“Essentially, we have a large fleet spanning four and eight years, if not more, regularly catching on fire in noncrash situations,” said Jason Levine, executive director of the Center for Auto Safety, the nonprofit that pushed the NHTSA to open its probe.
“As we saw with the NHTSA announcement yesterday, the manufacturers have a significantly higher number of fire reports than they have been letting on. It’s long past the point for Kia or Hyundai to suggest that these things are unique and unusual or coincidental.”
“What’s clearly connected is there’s an ongoing series of reports of noncrash fires involving these vehicles,” Levine said. “The federal probe is a positive first step, but an investigation doesn’t fix the problem. What we want to see is an effective repair. Clearly, the manufacturers are having a tremendous problem.”
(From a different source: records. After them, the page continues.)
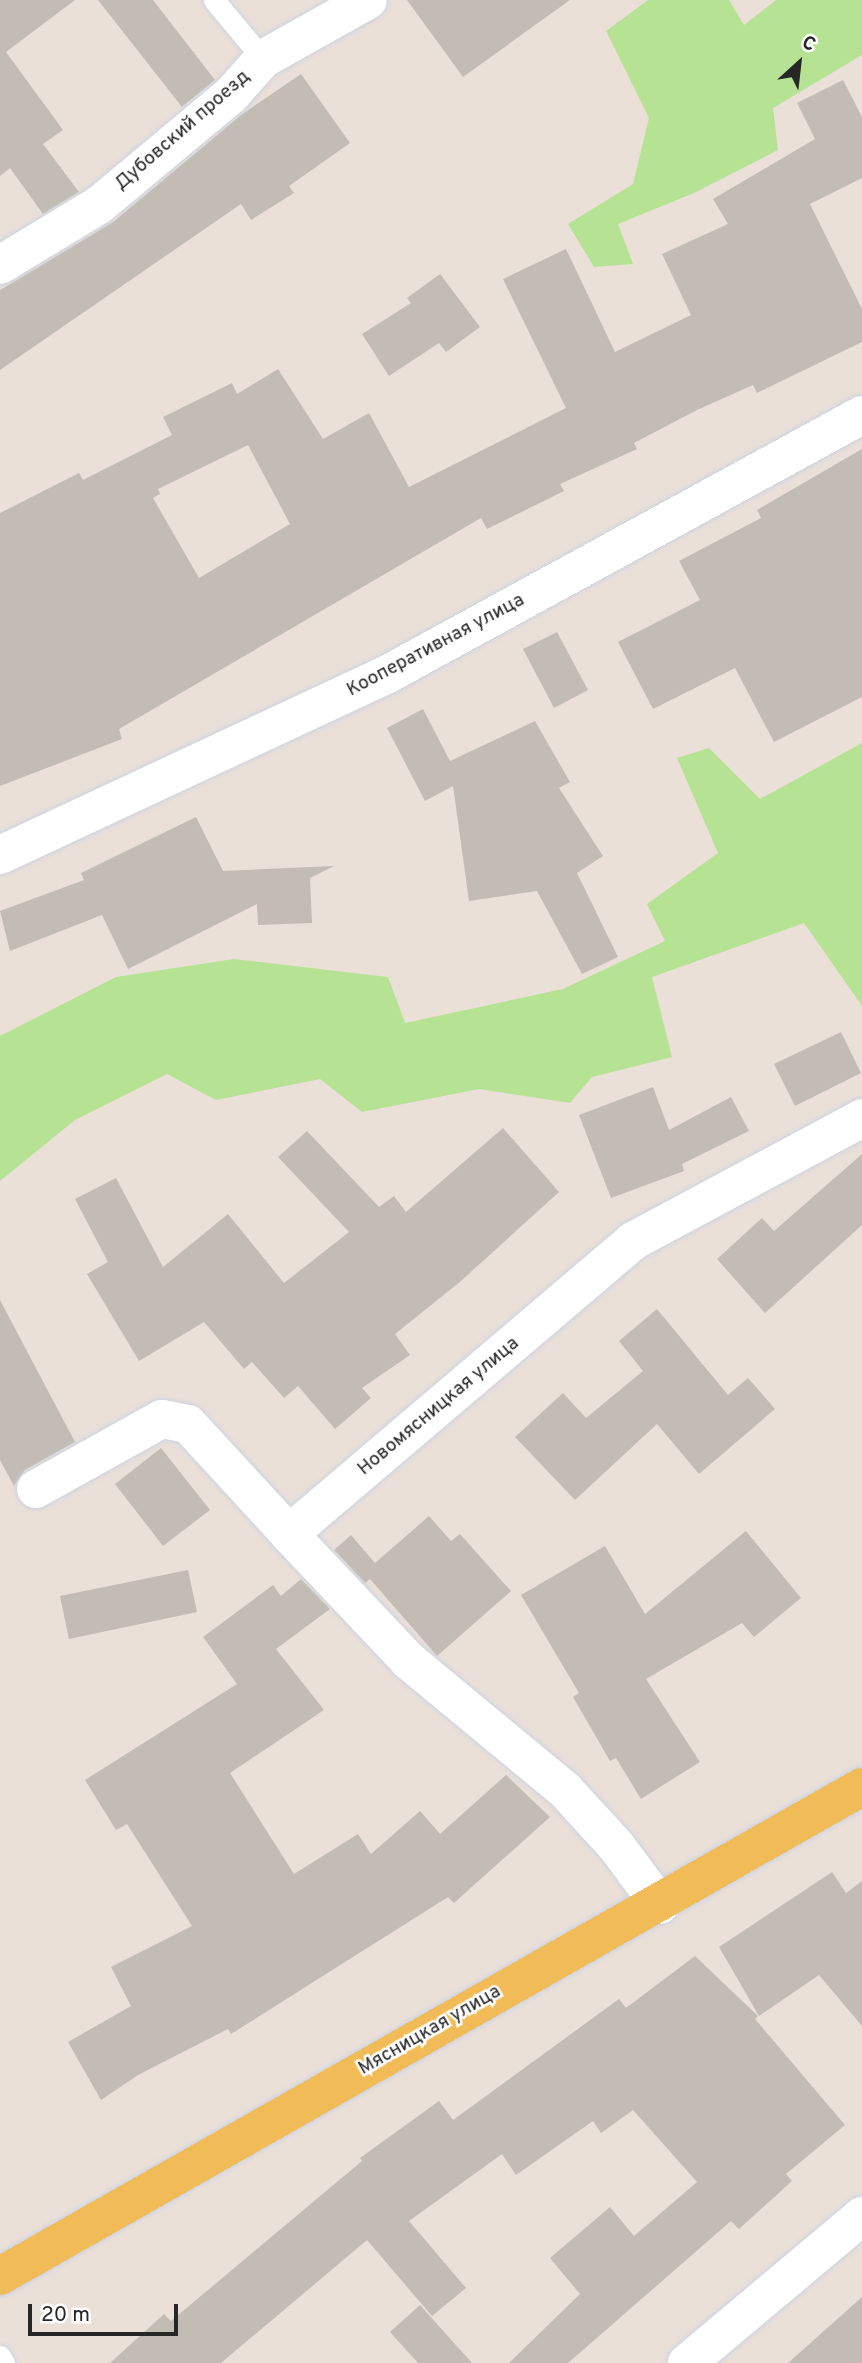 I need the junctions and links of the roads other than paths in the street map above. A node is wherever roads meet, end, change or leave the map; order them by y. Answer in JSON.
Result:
{"nodes":[{"id":1,"x":214,"y":0,"type":"edge"},
{"id":2,"x":368,"y":0,"type":"edge"},
{"id":3,"x":263,"y":59,"type":"junction"},
{"id":4,"x":0,"y":265,"type":"edge"},
{"id":5,"x":862,"y":415,"type":"edge"},
{"id":6,"x":0,"y":855,"type":"edge"},
{"id":7,"x":862,"y":1118,"type":"edge"},
{"id":8,"x":36,"y":1489,"type":"dead end"},
{"id":9,"x":289,"y":1534,"type":"junction"},
{"id":10,"x":862,"y":1787,"type":"edge"},
{"id":11,"x":660,"y":1905,"type":"junction"},
{"id":12,"x":862,"y":2216,"type":"edge"},
{"id":13,"x":0,"y":2276,"type":"edge"},
{"id":14,"x":0,"y":2356,"type":"edge"},
{"id":15,"x":4,"y":2363,"type":"edge"},
{"id":16,"x":687,"y":2363,"type":"edge"}],
"edges":[{"from":1,"to":3,"type":"lane"},
{"from":2,"to":3,"type":"street","name":"Дубовский проезд"},
{"from":3,"to":4,"type":"street","name":"Дубовский проезд"},
{"from":5,"to":6,"type":"street","name":"Кооперативная улица"},
{"from":7,"to":9,"type":"street","name":"Новомясницкая улица"},
{"from":8,"to":9,"type":"street"},
{"from":9,"to":11,"type":"street"},
{"from":10,"to":11,"type":"main road","name":"Мясницкая улица"},
{"from":11,"to":13,"type":"main road","name":"Мясницкая улица"},
{"from":12,"to":16,"type":"street"},
{"from":14,"to":15,"type":"lane"}]} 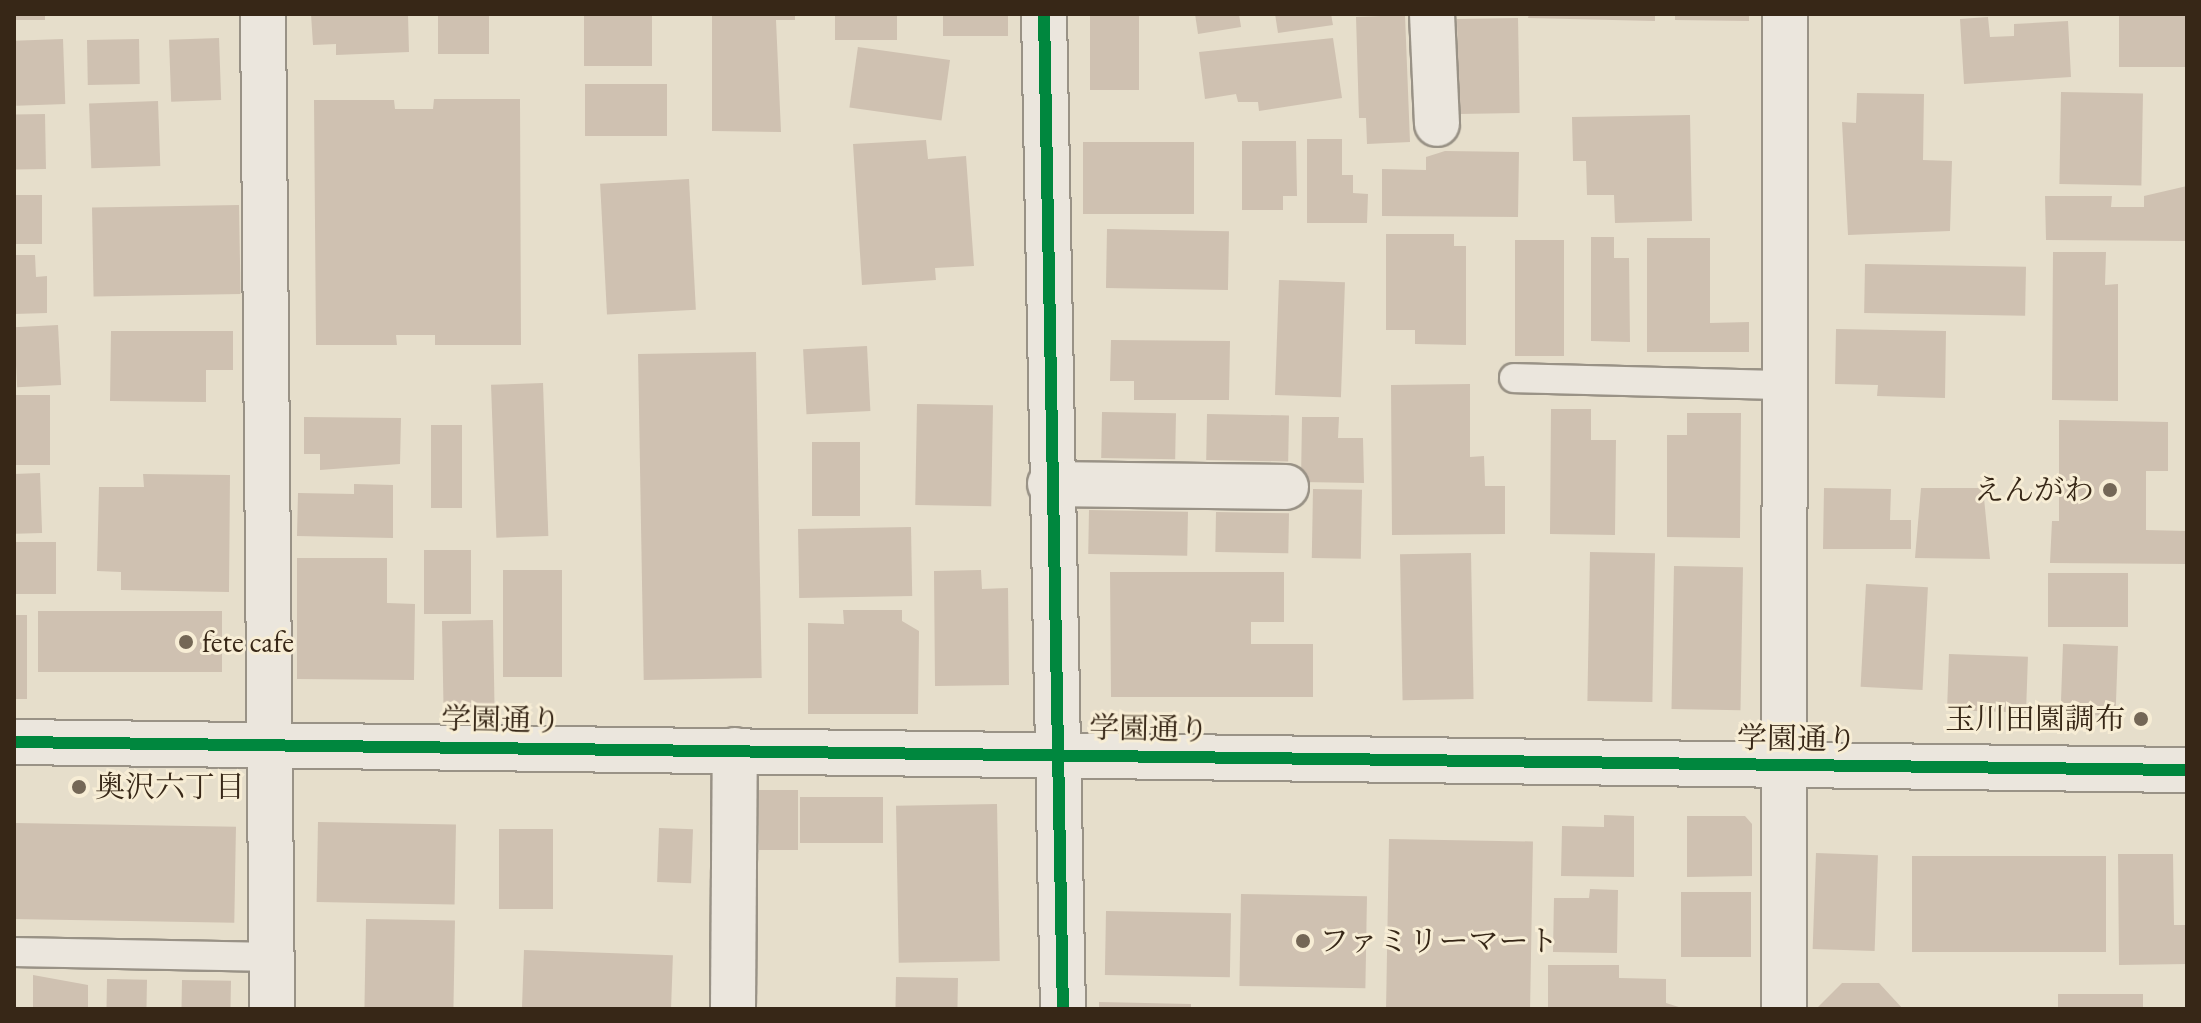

Jessica Hernandez treated her mom to a birthday lunch in Manhattan Beach on a warm, sunny afternoon this past weekend. As they headed home to Lynwood, they chatted about this and that — Hernandez at the wheel of her 2015 Kia Forte, her mom by her side, her boyfriend and 16-year-old son in back seat.
They were transitioning onto the northbound 110 Freeway from the 91 in South Los Angeles on Saturday, March 30, when Hernandez noticed other drivers waving at her. Her car stalled. It was going downhill, so they kept rolling — and then thick, black smoke poured in through the air conditioning vent…
Click here to read the full article from The Orange County Register.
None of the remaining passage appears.